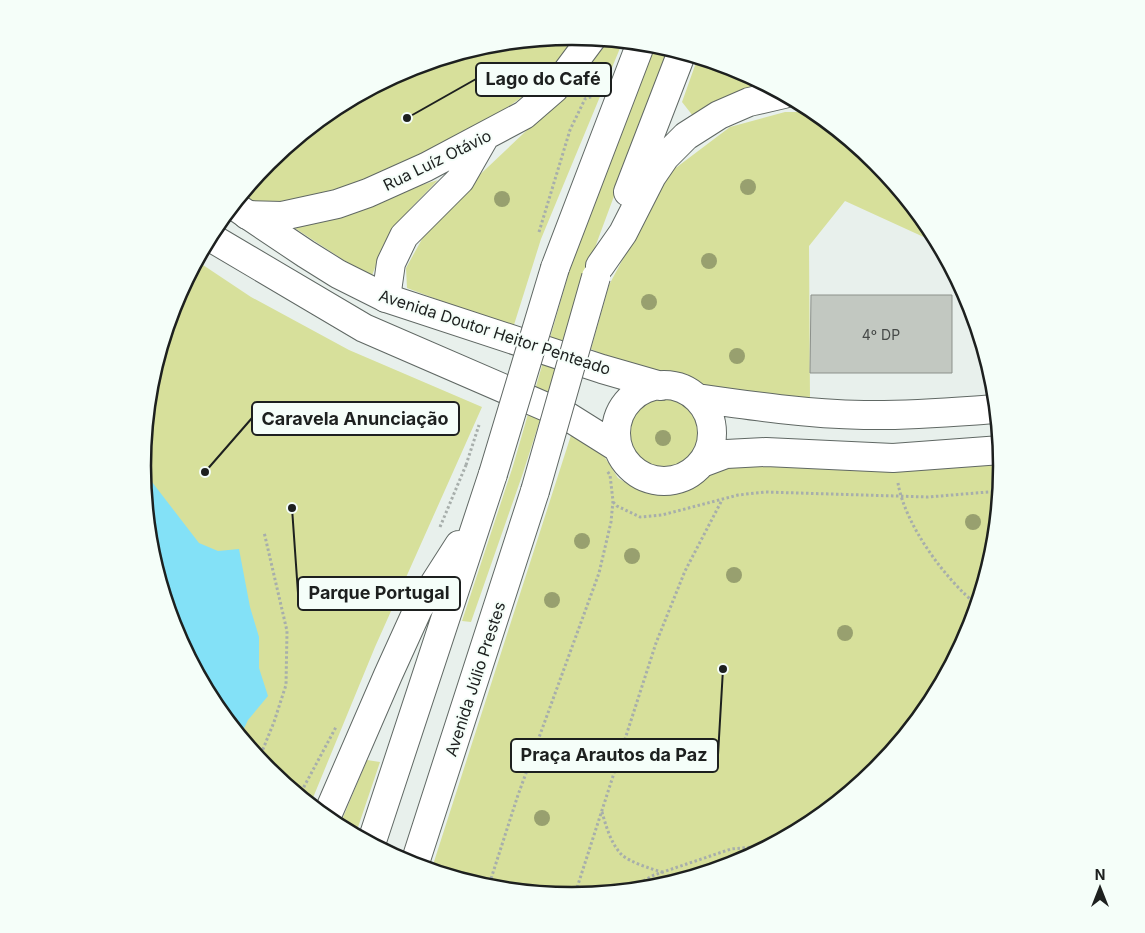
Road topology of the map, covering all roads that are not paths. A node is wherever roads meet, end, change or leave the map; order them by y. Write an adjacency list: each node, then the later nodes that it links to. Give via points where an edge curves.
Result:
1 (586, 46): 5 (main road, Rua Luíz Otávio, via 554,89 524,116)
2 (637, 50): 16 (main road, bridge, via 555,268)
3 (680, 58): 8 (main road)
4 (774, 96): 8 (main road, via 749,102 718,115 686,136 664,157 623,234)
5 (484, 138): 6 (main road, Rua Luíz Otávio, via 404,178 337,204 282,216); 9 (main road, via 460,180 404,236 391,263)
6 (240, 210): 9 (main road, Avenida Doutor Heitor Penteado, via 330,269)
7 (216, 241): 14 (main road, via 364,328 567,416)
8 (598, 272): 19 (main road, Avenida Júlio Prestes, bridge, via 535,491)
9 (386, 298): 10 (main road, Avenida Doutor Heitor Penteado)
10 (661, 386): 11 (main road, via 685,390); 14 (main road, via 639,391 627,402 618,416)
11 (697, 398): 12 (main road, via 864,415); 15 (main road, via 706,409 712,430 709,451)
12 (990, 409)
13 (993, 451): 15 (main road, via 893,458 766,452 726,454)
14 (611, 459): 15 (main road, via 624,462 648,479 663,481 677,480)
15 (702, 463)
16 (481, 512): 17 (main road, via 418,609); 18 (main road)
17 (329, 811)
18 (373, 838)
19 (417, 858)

● Task details
Write the material out again word for word and omit any images.

● Exercise result
Road topology of the map, covering all roads that are not paths. A node is wherever roads meet, end, change or leave the map; order them by y. Write an adjacency list: each node, then the later nodes that it links to. Give via points where an edge curves.
Result:
1 (586, 46): 5 (main road, Rua Luíz Otávio, via 554,89 524,116)
2 (637, 50): 16 (main road, bridge, via 555,268)
3 (680, 58): 8 (main road)
4 (774, 96): 8 (main road, via 749,102 718,115 686,136 664,157 623,234)
5 (484, 138): 6 (main road, Rua Luíz Otávio, via 404,178 337,204 282,216); 9 (main road, via 460,180 404,236 391,263)
6 (240, 210): 9 (main road, Avenida Doutor Heitor Penteado, via 330,269)
7 (216, 241): 14 (main road, via 364,328 567,416)
8 (598, 272): 19 (main road, Avenida Júlio Prestes, bridge, via 535,491)
9 (386, 298): 10 (main road, Avenida Doutor Heitor Penteado)
10 (661, 386): 11 (main road, via 685,390); 14 (main road, via 639,391 627,402 618,416)
11 (697, 398): 12 (main road, via 864,415); 15 (main road, via 706,409 712,430 709,451)
12 (990, 409)
13 (993, 451): 15 (main road, via 893,458 766,452 726,454)
14 (611, 459): 15 (main road, via 624,462 648,479 663,481 677,480)
15 (702, 463)
16 (481, 512): 17 (main road, via 418,609); 18 (main road)
17 (329, 811)
18 (373, 838)
19 (417, 858)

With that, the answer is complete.